House Bill 474, which passed the Senate 16-8, would end the ability of unions to collect mandatory or so-called "agency" fees from non-union members. It would also make it illegal for companies to deduct those payments, which cover costs unions say they incur representing non-union employees.
The bill passed the NH House, but passed with not enough votes to override a veto. The House has to accept changes to the bill made by the Senate. If they do not, the bill goes to a committee of conference, to work out the details, before heading to the governor's desk. Governor Lynch has promised to veto the bill.
New Hampshire AFL-CIO President Mark MacKenzie said after the vote, "Quite simply, our state's working people were sold out today by the state Senate." Other opponents characterized the bill as a "race to the economic bottom," pushed by the National Right to Work Committee in Virginia and big corporations. Right-to-work states draw lower paying jobs and see lower average incomes, they argued.
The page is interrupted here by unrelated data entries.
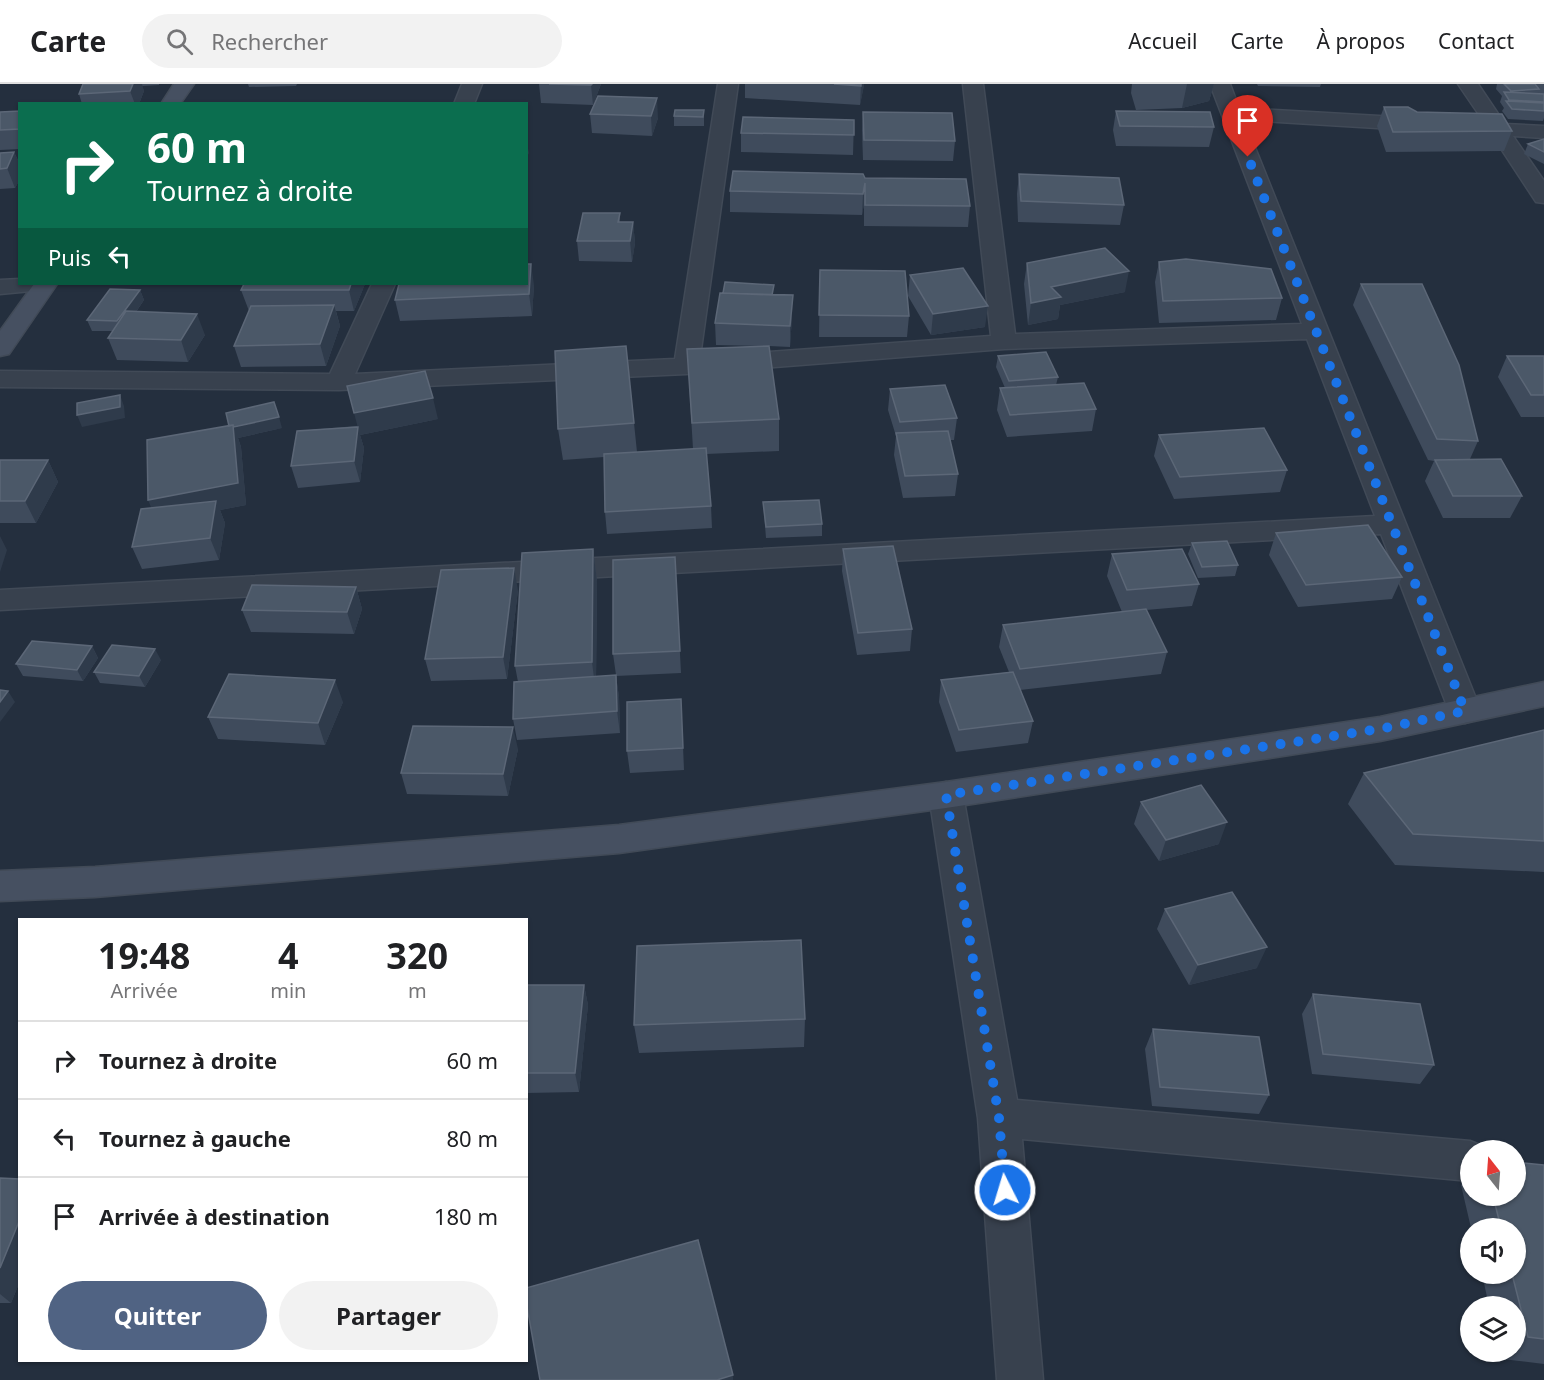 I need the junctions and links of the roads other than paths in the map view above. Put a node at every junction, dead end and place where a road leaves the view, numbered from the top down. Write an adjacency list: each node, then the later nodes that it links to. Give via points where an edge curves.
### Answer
1 (184, 84): 7 (main road)
2 (472, 84): 8 (street)
3 (728, 84): 20 (street)
4 (973, 84): 18 (street)
5 (1220, 84): 9 (street)
6 (1468, 84): 10 (street)
7 (171, 102)
8 (465, 102)
9 (1231, 113): 10 (street); 17 (street)
10 (1498, 129): 11 (street); 12 (street)
11 (1544, 132)
12 (1544, 197)
13 (29, 285): 16 (street)
14 (43, 285): 19 (main road)
15 (383, 285): 22 (street)
16 (0, 287)
17 (1316, 330): 18 (street); 23 (street)
18 (1004, 342): 20 (street)
19 (0, 349)
20 (686, 366): 22 (street)
21 (0, 379): 22 (street)
22 (339, 382)
23 (1392, 524): 24 (street); 26 (street)
24 (0, 600)
25 (1544, 694): 26 (main road)
26 (1465, 711): 27 (main road, via 1380,729)
27 (946, 795): 28 (main road, via 618,839 95,882); 29 (street)
28 (0, 886)
29 (999, 1118): 30 (street); 31 (street)
30 (1460, 1160)
31 (1020, 1380) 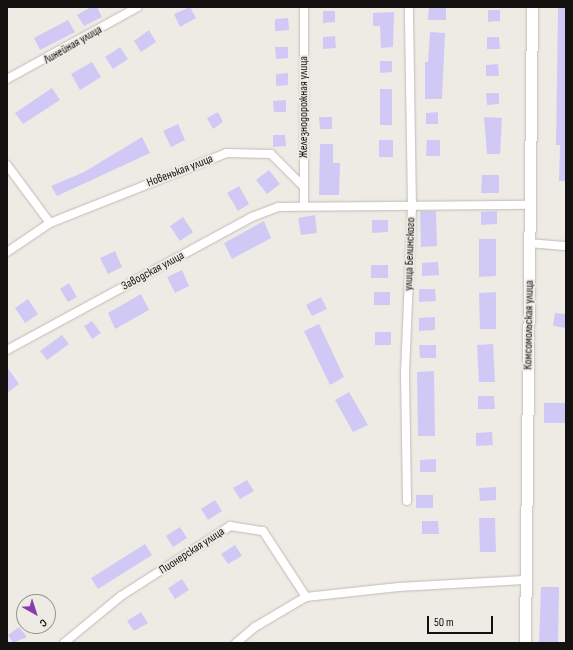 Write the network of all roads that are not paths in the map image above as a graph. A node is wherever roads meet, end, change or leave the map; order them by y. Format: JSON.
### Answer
{"nodes":[{"id":1,"x":138,"y":7,"type":"edge"},
{"id":2,"x":304,"y":7,"type":"edge"},
{"id":3,"x":410,"y":7,"type":"edge"},
{"id":4,"x":532,"y":7,"type":"edge"},
{"id":5,"x":7,"y":79,"type":"edge"},
{"id":6,"x":7,"y":165,"type":"edge"},
{"id":7,"x":304,"y":187,"type":"junction"},
{"id":8,"x":530,"y":205,"type":"junction"},
{"id":9,"x":304,"y":206,"type":"junction"},
{"id":10,"x":412,"y":208,"type":"junction"},
{"id":11,"x":50,"y":223,"type":"junction"},
{"id":12,"x":530,"y":244,"type":"junction"},
{"id":13,"x":566,"y":246,"type":"edge"},
{"id":14,"x":7,"y":252,"type":"edge"},
{"id":15,"x":7,"y":350,"type":"edge"},
{"id":16,"x":407,"y":501,"type":"dead end"},
{"id":17,"x":525,"y":580,"type":"junction"},
{"id":18,"x":306,"y":597,"type":"junction"},
{"id":19,"x":64,"y":643,"type":"edge"},
{"id":20,"x":236,"y":643,"type":"edge"},
{"id":21,"x":524,"y":643,"type":"edge"}],
"edges":[{"from":1,"to":5,"type":"street","name":"Линейная улица"},
{"from":2,"to":7,"type":"street","name":"Железнодорожная улица"},
{"from":3,"to":10,"type":"street","name":"улица Белинского"},
{"from":4,"to":8,"type":"street","name":"Комсомольская улица"},
{"from":6,"to":11,"type":"street"},
{"from":7,"to":9,"type":"street","name":"Железнодорожная улица"},
{"from":7,"to":11,"type":"street","name":"Новенькая улица"},
{"from":8,"to":10,"type":"street","name":"Заводская улица"},
{"from":8,"to":12,"type":"street","name":"Комсомольская улица"},
{"from":9,"to":10,"type":"street","name":"Заводская улица"},
{"from":9,"to":15,"type":"street","name":"Заводская улица"},
{"from":10,"to":16,"type":"street","name":"улица Белинского"},
{"from":11,"to":14,"type":"street","name":"Новенькая улица"},
{"from":12,"to":13,"type":"street"},
{"from":12,"to":17,"type":"street","name":"Комсомольская улица"},
{"from":17,"to":18,"type":"street"},
{"from":17,"to":21,"type":"street","name":"Комсомольская улица"},
{"from":18,"to":19,"type":"street","name":"Пионерская улица"},
{"from":18,"to":20,"type":"street"}]}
This bill has been defeated 9 times in NH since 1992 - and most of those defeats occurred during years when the Republicans had the majority.
Three Republicans -- Sen. Sharon Carson of Londonderry, Sen. John Gallus of Berlin and Sen. David Boutin of Hooksett -- voted against the bill Wednesday, with the Senate's five Democrats.
Last week I wrote about Senator Carson being threatened as a result of her stance on this issue.
Now it comes down to whether or not there will be a veto-proof majority, which means that all 400 members of the NH House will be lobbied fiercely, by constituents and special interest groups, and so will the senators. We can only hope some minds will be changed during the next part of this battle. If this bill becomes law, NH will be the only right to work state in the northeast. This is not a distinction that will enhance our state image.